<<<<
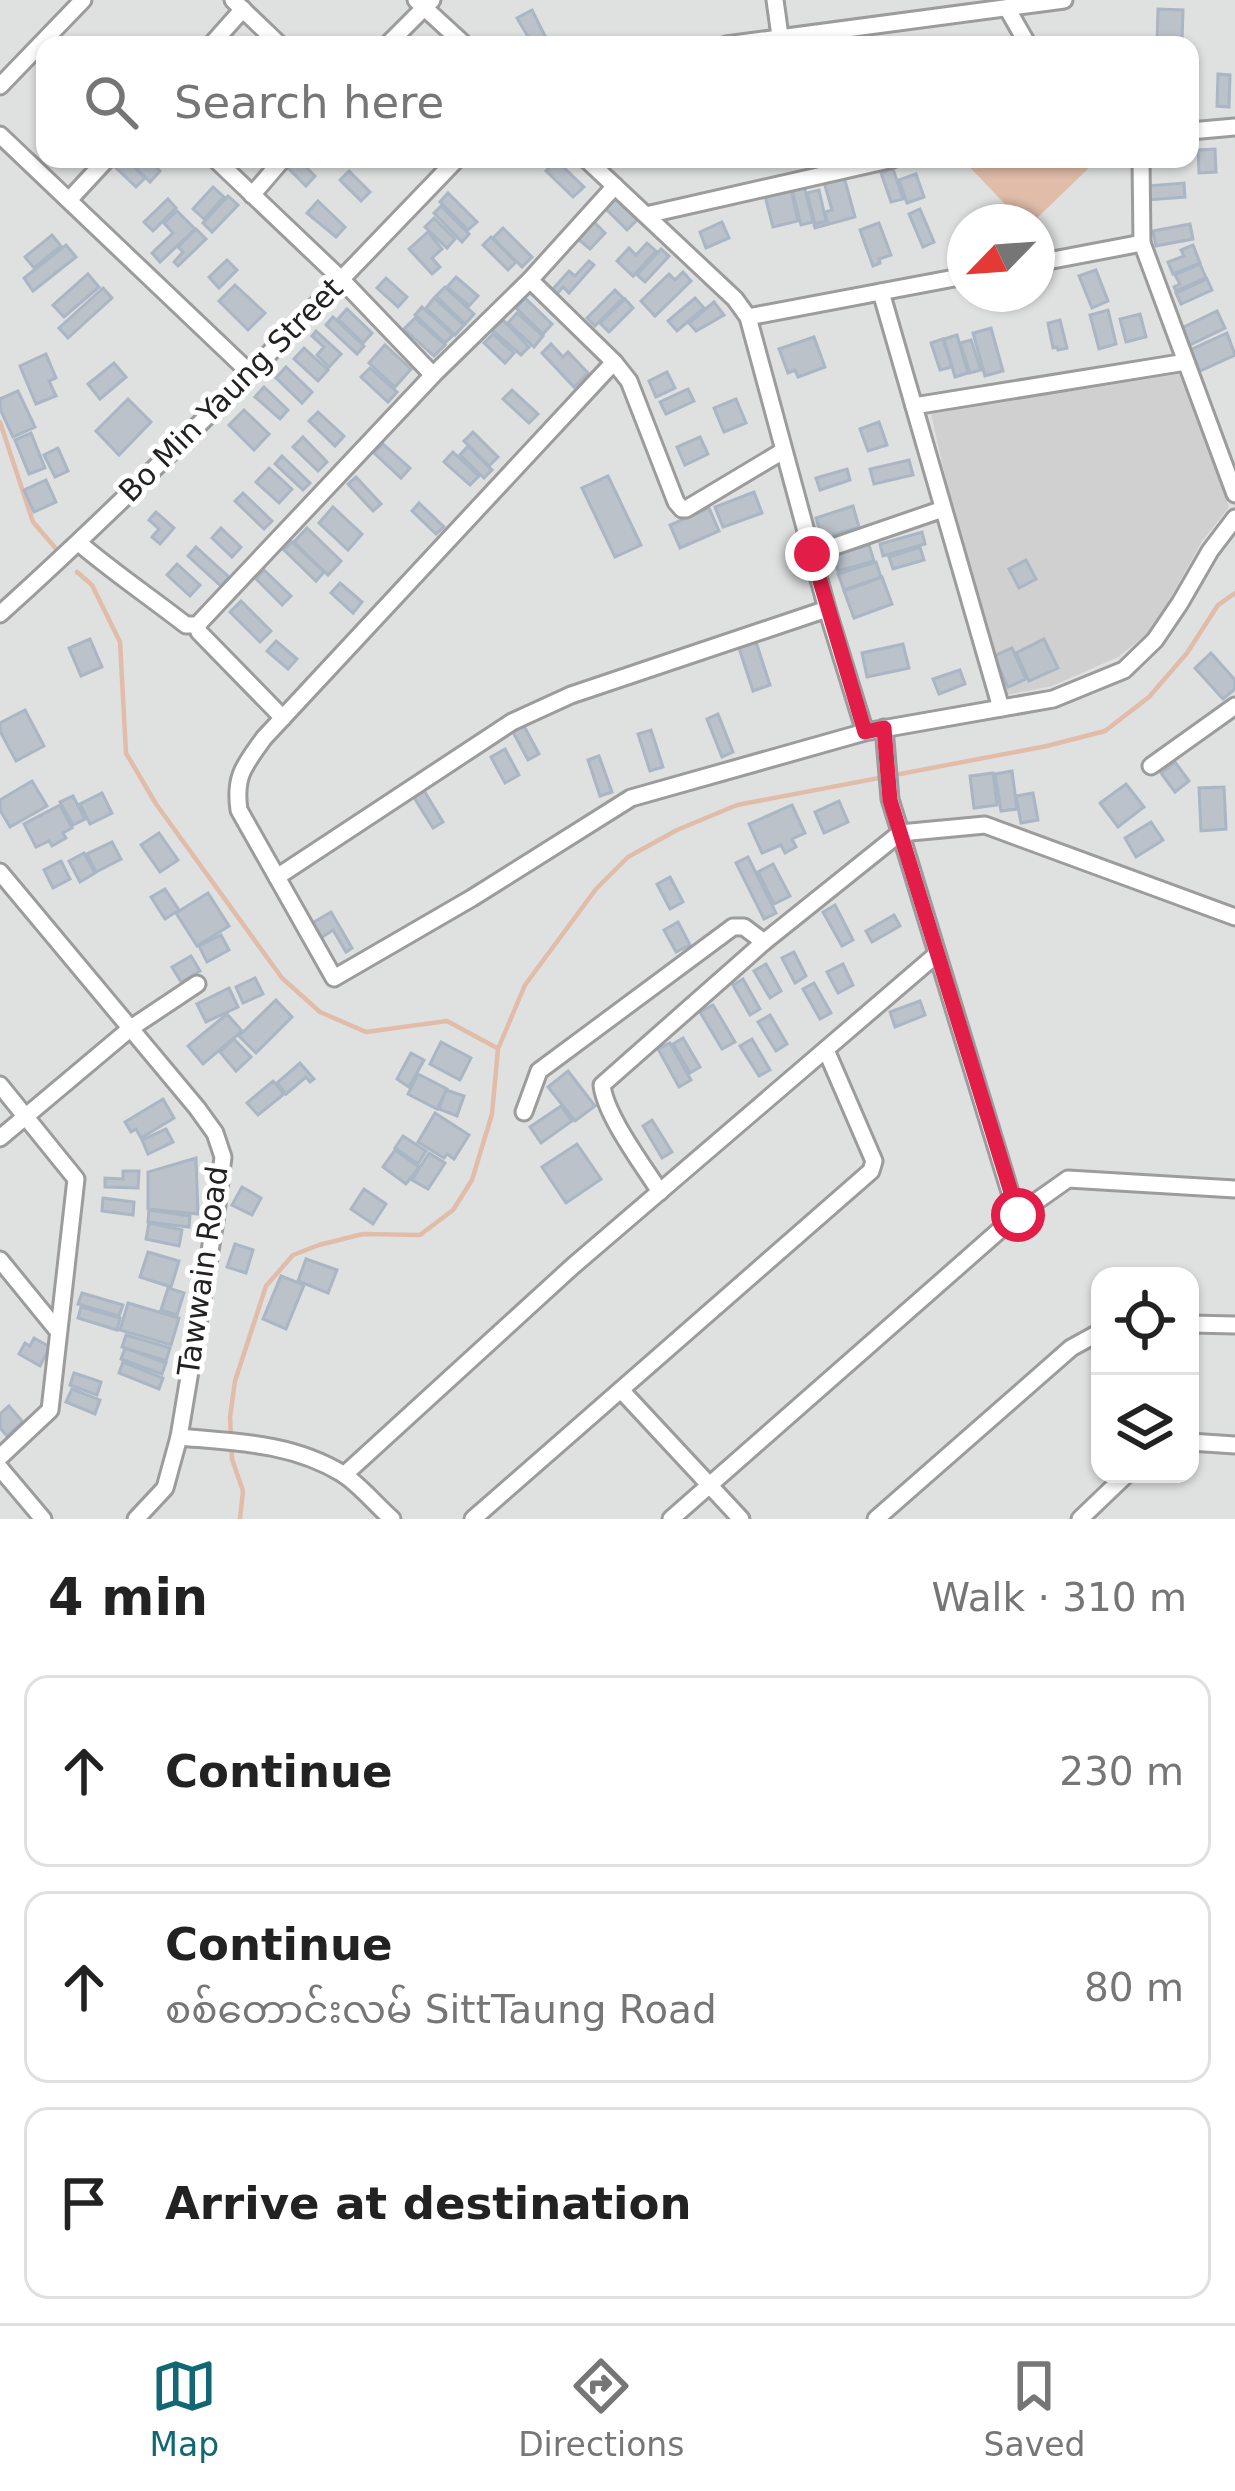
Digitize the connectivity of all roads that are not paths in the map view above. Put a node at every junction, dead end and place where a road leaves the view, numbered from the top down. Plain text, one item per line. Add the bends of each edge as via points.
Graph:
1 (83, 0) edge
2 (775, 0) edge
3 (1059, 0) edge
4 (424, 2) edge
5 (238, 5) edge
6 (1006, 8) junction
7 (48, 36) edge
8 (217, 36) edge
9 (271, 36) edge
10 (395, 36) edge
11 (456, 36) edge
12 (780, 36) joint
13 (1023, 36) edge
14 (36, 49) edge
15 (0, 86) edge
16 (1235, 128) edge
17 (1199, 130) edge
18 (0, 135) edge
19 (99, 168) edge
20 (224, 168) edge
21 (275, 168) edge
22 (448, 168) edge
23 (596, 168) edge
24 (853, 168) edge
25 (1141, 168) edge
26 (615, 186) junction
27 (252, 195) junction
28 (69, 200) junction
29 (646, 215) junction
30 (1142, 243) junction
31 (1055, 259) edge
32 (947, 279) edge
33 (341, 280) junction
34 (530, 280) junction
35 (880, 292) junction
36 (748, 317) junction
37 (614, 362) junction
38 (1186, 362) junction
39 (250, 373) junction
40 (433, 375) junction
41 (914, 406) junction
42 (783, 451) junction
43 (1235, 494) edge
44 (944, 509) junction
45 (1235, 518) edge
46 (80, 543) junction
47 (812, 554) junction
48 (826, 609) junction
49 (0, 614) edge
50 (198, 626) junction
51 (1235, 706) edge
52 (1001, 708) junction
53 (283, 718) junction
54 (884, 728) junction
55 (865, 732) junction
56 (1151, 766) dead end
57 (900, 833) junction
58 (0, 872) edge
59 (277, 877) junction
60 (1235, 916) edge
61 (764, 942) junction
62 (937, 954) junction
63 (196, 984) dead end
64 (131, 1028) junction
65 (826, 1050) junction
66 (0, 1085) edge
67 (524, 1112) dead end
68 (26, 1117) junction
69 (0, 1138) edge
70 (1235, 1189) edge
71 (660, 1192) junction
72 (1018, 1215) junction
73 (0, 1261) edge
74 (1199, 1324) edge
75 (1235, 1325) edge
76 (58, 1331) junction
77 (1091, 1336) edge
78 (621, 1390) junction
79 (179, 1437) junction
80 (1199, 1443) edge
81 (1235, 1445) edge
82 (0, 1457) edge
83 (0, 1468) edge
84 (344, 1475) junction
85 (1118, 1483) edge
86 (709, 1486) junction
87 (43, 1519) edge
88 (136, 1519) edge
89 (392, 1519) edge
90 (473, 1519) edge
91 (671, 1519) edge
92 (741, 1519) edge
93 (876, 1519) edge
94 (1080, 1519) edge

1 - 7 street
2 - 12 street
3 - 6 street
4 - 10 street
4 - 11 street
5 - 8 street
5 - 9 street
6 - 12 street
6 - 13 street
14 - 15 street
16 - 17 street
18 - 28 street
19 - 28 street
20 - 27 street
21 - 27 street
22 - 33 street, Bo Min Yaung Street
23 - 26 street
24 - 29 street
25 - 30 street
26 - 29 street
26 - 34 street
27 - 33 street
28 - 39 street
29 - 36 street
30 - 31 street
30 - 38 street
32 - 35 street
33 - 39 street, Bo Min Yaung Street
33 - 40 street
34 - 37 street
34 - 40 street
35 - 36 street
35 - 41 street
36 - 42 street
37 - 42 street via 682,509
37 - 53 street
38 - 41 street
38 - 43 street
39 - 46 street, Bo Min Yaung Street
40 - 50 street
41 - 44 street
42 - 47 street
44 - 47 street
44 - 52 street
45 - 52 street via 1154,640 1124,670 1053,699
46 - 49 street, Bo Min Yaung Street
46 - 50 street via 186,625
47 - 48 street
48 - 55 street
48 - 59 street via 512,722
50 - 53 street
51 - 56 street
52 - 54 street
53 - 59 street via 239,773 236,791
54 - 55 street
54 - 57 street
55 - 59 street via 631,799 334,979
57 - 60 street via 985,825
57 - 61 street
57 - 62 street
58 - 64 street, Tawwain Road
61 - 67 street via 733,927 539,1071
61 - 71 street via 602,1085
62 - 65 street
62 - 72 street
63 - 64 street
64 - 68 street
64 - 79 street, Tawwain Road via 215,1133 223,1157
65 - 71 street
65 - 78 street via 875,1166
66 - 68 street
68 - 69 street
68 - 76 street via 76,1178
70 - 72 street via 1068,1179
71 - 84 street
72 - 86 street
73 - 76 street
74 - 75 street
76 - 82 street via 50,1410
77 - 93 street
78 - 86 street
78 - 90 street
79 - 84 street via 290,1451
79 - 88 street, Tawwain Road via 165,1488
80 - 81 street
83 - 87 street
84 - 89 street
85 - 94 street
86 - 91 street
86 - 92 street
>>>>
→ **Exercise objective**
Nothing but a number is expected here: how many lines above include the string "Yaung".

→ **Result**
4